Stored items
━━━━━━

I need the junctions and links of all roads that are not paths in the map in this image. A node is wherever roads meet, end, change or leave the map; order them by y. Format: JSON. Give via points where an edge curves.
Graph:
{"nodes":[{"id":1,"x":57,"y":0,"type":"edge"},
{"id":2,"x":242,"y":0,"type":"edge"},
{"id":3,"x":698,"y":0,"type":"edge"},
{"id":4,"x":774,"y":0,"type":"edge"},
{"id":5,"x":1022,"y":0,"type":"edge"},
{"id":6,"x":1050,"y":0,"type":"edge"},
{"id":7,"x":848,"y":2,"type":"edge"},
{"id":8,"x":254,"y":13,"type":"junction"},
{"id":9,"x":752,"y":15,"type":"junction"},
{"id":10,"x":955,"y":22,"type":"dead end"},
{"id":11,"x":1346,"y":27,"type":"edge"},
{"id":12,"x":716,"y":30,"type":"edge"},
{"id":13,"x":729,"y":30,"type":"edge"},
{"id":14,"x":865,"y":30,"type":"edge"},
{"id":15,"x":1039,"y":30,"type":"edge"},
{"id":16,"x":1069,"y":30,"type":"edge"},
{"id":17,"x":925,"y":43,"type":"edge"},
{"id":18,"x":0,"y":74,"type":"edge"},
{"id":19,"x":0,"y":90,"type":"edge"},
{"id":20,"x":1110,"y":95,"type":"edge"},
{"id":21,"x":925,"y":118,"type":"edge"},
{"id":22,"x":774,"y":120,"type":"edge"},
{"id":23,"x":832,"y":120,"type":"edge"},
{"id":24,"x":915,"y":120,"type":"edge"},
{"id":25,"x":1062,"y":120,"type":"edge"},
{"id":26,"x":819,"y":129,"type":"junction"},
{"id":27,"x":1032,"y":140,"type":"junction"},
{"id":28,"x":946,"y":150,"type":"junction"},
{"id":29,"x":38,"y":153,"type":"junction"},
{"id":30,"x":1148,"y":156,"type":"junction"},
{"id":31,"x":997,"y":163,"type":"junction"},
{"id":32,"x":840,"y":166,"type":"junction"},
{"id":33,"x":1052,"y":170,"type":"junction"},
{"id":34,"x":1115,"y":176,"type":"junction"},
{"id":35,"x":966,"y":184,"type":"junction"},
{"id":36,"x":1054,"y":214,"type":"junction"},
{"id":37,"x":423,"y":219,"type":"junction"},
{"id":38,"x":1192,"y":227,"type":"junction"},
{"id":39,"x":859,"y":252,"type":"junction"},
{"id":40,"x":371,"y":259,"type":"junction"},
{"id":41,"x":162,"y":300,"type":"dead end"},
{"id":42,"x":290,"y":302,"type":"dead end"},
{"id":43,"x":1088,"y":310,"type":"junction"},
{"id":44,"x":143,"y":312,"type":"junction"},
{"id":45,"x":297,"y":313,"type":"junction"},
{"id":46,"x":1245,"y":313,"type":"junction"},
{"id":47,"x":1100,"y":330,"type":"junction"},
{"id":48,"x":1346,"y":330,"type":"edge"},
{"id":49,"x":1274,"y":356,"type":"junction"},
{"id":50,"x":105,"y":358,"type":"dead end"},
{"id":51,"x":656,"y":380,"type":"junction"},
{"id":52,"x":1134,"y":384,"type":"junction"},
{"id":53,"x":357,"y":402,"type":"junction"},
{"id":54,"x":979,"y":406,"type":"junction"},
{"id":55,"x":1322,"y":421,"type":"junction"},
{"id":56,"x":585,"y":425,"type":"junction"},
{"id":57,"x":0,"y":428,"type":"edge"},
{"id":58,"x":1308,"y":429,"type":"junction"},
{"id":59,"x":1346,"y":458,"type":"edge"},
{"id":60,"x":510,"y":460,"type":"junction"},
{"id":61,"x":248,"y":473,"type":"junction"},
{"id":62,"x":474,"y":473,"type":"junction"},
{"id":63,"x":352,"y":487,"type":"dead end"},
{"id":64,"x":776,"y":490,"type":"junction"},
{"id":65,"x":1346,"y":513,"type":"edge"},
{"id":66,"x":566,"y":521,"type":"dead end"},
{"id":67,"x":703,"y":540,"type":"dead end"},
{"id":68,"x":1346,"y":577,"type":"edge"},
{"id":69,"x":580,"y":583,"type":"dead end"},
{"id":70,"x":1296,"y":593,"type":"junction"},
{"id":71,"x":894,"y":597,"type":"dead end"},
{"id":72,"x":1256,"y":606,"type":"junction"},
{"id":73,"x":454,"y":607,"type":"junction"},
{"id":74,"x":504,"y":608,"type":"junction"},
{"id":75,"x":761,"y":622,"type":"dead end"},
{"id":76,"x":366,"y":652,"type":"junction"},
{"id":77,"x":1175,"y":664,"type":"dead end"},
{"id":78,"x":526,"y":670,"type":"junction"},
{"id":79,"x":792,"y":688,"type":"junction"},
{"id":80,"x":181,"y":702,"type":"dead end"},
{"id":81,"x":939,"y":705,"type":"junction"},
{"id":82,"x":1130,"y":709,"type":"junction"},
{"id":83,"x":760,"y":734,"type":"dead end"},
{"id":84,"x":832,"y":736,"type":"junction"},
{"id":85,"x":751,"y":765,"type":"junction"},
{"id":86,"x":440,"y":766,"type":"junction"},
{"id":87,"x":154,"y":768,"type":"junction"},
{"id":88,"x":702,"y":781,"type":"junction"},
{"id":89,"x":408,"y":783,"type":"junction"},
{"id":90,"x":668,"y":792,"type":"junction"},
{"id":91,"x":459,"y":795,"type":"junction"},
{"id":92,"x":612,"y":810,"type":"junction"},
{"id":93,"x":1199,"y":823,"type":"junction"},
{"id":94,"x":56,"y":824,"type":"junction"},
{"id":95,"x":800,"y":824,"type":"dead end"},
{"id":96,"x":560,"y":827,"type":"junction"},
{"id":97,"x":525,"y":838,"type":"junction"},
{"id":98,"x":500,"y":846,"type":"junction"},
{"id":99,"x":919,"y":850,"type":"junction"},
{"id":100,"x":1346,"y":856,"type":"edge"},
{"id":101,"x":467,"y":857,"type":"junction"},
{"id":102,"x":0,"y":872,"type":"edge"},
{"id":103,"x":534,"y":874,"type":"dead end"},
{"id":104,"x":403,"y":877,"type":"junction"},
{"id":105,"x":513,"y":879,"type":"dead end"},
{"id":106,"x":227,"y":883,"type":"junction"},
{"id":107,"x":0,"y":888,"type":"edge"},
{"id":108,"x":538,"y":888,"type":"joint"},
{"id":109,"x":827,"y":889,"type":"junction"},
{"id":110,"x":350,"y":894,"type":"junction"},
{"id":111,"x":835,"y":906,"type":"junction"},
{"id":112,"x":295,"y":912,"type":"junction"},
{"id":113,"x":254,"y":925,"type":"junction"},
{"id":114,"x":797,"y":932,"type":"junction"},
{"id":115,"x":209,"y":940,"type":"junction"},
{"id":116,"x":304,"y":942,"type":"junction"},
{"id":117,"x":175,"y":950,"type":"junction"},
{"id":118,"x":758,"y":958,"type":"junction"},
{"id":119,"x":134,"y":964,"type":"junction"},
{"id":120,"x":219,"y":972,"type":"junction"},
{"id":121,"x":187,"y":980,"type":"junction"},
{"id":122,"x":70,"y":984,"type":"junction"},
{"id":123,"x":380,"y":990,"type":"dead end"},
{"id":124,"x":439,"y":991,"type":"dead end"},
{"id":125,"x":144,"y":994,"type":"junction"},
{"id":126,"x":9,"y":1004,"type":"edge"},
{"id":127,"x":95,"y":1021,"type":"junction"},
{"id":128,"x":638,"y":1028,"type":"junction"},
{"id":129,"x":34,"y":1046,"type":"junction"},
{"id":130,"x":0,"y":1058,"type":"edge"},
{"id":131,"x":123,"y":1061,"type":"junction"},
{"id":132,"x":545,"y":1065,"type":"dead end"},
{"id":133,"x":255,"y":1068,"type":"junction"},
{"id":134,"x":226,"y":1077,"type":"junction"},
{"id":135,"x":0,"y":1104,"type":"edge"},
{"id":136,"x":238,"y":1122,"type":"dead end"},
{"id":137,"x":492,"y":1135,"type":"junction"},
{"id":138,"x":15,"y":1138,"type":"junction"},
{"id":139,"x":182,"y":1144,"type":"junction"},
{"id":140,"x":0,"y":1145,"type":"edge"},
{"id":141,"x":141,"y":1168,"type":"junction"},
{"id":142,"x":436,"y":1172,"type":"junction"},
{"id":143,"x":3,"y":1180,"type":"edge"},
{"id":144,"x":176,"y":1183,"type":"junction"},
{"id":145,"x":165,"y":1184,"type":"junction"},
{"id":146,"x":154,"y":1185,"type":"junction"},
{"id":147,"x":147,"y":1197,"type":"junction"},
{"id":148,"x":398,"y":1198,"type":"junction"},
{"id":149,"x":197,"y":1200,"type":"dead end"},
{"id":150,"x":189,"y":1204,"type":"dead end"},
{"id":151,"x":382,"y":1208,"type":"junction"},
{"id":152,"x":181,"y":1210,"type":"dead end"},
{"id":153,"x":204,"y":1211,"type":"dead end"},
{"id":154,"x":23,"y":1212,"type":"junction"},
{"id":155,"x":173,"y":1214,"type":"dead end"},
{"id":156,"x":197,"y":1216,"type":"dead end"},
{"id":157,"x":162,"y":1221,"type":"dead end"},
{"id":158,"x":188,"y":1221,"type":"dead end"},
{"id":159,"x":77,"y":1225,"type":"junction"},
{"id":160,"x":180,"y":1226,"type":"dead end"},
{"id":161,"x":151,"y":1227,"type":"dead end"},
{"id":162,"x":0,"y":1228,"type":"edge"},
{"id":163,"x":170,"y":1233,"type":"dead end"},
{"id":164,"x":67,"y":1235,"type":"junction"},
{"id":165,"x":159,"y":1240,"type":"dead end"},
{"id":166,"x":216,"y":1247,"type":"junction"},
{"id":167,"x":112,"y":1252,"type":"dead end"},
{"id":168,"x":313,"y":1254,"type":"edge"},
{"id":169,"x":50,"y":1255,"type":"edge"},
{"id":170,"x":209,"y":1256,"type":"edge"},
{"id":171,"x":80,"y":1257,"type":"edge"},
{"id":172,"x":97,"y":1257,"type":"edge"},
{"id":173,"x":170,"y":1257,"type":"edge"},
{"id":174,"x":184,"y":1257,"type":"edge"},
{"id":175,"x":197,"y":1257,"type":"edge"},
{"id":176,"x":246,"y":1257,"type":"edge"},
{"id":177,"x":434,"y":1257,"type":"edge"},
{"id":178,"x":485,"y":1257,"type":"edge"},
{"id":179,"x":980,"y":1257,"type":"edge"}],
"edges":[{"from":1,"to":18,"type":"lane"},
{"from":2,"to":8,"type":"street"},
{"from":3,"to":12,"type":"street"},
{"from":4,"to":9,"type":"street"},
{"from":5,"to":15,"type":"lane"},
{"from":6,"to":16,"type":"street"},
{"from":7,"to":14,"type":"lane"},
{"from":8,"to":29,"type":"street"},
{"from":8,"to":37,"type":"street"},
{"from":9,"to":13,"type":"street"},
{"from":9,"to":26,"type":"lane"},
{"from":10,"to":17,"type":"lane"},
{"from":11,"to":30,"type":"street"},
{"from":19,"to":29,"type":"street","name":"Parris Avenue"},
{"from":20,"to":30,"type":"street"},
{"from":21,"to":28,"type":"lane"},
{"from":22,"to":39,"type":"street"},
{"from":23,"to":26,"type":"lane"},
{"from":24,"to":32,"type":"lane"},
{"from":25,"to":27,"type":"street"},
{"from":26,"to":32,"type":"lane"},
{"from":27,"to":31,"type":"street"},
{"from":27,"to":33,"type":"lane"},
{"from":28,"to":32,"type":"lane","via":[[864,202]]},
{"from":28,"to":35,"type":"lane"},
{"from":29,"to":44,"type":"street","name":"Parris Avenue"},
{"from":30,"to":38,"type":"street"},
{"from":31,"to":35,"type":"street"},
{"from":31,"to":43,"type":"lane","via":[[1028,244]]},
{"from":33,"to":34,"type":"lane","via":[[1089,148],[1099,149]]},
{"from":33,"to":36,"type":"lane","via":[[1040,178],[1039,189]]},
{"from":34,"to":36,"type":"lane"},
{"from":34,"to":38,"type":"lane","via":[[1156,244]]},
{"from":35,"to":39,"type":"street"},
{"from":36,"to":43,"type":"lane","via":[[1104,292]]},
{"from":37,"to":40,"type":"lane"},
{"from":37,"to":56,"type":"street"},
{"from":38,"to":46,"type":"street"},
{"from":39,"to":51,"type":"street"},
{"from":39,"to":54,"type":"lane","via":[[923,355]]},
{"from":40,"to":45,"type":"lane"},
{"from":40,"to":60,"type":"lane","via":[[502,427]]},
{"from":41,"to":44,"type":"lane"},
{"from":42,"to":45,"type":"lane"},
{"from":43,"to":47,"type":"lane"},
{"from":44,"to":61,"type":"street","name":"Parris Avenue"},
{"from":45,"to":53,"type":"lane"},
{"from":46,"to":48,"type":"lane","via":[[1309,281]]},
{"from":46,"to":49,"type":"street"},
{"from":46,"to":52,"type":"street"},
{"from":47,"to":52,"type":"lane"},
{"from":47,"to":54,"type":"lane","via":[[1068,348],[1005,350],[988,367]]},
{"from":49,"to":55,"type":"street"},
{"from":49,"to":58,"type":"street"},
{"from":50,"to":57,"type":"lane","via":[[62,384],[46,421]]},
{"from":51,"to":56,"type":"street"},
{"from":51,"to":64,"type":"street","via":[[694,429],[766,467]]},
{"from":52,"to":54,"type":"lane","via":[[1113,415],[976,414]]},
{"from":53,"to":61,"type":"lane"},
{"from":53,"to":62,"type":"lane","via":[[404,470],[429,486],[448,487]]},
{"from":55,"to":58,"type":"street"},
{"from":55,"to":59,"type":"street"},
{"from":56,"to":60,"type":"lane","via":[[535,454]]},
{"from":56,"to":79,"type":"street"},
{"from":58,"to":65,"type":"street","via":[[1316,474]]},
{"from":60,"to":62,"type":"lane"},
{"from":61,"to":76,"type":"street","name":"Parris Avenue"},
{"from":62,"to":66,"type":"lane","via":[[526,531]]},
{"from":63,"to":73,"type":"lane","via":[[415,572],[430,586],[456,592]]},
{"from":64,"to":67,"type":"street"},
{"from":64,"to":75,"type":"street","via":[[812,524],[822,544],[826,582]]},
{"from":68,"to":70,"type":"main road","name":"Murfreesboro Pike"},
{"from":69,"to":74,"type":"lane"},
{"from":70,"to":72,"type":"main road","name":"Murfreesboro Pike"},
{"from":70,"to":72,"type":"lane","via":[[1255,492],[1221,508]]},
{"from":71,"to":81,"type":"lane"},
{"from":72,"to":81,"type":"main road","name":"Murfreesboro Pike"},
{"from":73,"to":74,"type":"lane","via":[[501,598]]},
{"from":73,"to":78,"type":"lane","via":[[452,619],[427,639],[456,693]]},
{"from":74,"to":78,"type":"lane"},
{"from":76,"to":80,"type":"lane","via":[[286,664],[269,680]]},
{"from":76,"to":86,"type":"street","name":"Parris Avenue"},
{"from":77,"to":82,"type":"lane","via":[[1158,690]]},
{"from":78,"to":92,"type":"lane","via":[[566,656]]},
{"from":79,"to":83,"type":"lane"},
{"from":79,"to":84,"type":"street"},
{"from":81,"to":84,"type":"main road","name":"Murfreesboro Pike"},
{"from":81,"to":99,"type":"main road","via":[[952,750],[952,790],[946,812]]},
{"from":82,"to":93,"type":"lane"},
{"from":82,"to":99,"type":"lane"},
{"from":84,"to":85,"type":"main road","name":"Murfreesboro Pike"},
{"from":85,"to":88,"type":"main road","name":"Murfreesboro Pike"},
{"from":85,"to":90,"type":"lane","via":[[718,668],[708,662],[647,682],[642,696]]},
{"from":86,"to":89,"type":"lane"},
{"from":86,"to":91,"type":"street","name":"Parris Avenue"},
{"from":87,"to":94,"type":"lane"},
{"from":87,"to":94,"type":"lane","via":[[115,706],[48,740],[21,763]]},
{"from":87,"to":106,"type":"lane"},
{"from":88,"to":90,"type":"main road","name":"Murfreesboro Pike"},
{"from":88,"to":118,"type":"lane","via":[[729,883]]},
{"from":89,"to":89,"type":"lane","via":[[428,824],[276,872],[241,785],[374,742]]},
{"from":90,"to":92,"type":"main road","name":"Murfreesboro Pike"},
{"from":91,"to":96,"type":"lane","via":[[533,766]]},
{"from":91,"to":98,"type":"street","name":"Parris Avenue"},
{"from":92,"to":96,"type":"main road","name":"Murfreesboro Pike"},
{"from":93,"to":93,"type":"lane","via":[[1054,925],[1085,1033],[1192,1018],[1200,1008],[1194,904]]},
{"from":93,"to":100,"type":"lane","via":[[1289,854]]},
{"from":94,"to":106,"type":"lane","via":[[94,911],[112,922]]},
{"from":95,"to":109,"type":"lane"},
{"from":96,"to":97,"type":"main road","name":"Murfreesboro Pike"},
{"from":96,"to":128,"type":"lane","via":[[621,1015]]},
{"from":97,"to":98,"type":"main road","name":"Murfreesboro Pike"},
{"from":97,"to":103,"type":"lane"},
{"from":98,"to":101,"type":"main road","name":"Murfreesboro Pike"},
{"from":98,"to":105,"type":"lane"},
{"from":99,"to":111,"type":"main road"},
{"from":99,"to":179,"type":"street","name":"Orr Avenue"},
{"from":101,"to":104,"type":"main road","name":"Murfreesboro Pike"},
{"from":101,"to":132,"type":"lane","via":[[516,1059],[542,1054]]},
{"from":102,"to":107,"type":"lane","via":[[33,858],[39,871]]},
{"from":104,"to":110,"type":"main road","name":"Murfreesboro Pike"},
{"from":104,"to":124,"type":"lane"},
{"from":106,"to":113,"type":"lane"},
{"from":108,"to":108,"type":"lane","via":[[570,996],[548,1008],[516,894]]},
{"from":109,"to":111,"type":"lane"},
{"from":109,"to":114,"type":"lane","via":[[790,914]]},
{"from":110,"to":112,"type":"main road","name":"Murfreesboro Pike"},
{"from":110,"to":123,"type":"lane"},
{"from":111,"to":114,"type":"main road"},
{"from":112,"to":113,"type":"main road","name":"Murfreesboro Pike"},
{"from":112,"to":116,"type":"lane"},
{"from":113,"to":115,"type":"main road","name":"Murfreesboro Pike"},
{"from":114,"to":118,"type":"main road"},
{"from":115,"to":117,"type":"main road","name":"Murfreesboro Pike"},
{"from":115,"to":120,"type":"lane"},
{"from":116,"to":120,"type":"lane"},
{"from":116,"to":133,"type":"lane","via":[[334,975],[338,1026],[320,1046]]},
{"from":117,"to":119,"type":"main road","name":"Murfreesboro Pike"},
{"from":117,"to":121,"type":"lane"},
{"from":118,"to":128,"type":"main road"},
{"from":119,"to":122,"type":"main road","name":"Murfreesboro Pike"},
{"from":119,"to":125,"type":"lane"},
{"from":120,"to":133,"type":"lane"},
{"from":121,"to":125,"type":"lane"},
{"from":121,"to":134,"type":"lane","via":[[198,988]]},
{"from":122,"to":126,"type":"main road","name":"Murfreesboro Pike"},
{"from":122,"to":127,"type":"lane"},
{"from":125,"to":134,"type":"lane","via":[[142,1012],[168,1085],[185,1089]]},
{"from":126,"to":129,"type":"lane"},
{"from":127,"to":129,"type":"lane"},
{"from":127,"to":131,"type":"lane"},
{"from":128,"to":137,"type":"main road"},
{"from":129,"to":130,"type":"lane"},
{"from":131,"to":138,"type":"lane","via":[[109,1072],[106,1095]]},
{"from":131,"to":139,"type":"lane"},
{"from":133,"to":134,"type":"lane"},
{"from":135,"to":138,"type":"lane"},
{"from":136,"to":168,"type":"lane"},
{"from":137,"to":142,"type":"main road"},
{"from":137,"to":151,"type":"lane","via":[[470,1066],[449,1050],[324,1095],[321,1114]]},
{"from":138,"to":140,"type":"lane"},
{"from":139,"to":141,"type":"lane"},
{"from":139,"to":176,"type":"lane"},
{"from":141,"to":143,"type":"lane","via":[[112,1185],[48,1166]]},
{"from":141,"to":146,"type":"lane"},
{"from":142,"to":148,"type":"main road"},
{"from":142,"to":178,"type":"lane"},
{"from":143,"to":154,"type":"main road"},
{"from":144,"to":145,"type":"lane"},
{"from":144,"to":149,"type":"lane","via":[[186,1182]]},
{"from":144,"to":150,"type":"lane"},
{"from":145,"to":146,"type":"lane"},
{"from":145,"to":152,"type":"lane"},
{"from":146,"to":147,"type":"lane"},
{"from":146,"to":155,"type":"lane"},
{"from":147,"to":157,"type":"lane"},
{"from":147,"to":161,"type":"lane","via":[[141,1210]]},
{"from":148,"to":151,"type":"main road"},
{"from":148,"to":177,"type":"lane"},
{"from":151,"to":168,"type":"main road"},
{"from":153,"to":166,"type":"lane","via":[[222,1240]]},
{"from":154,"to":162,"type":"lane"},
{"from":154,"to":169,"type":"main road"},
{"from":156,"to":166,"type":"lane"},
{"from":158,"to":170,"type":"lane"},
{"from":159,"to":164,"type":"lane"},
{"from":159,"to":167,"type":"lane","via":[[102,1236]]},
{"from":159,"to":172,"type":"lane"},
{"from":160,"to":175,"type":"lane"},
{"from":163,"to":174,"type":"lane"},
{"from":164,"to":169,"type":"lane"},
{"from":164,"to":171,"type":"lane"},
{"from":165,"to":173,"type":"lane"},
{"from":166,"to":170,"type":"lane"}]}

━━━━━━

Copy each line of the entries in which the string "Avenue" is found.

Output for this exercise =>
{"from":19,"to":29,"type":"street","name":"Parris Avenue"},
{"from":29,"to":44,"type":"street","name":"Parris Avenue"},
{"from":44,"to":61,"type":"street","name":"Parris Avenue"},
{"from":61,"to":76,"type":"street","name":"Parris Avenue"},
{"from":76,"to":86,"type":"street","name":"Parris Avenue"},
{"from":86,"to":91,"type":"street","name":"Parris Avenue"},
{"from":91,"to":98,"type":"street","name":"Parris Avenue"},
{"from":99,"to":179,"type":"street","name":"Orr Avenue"},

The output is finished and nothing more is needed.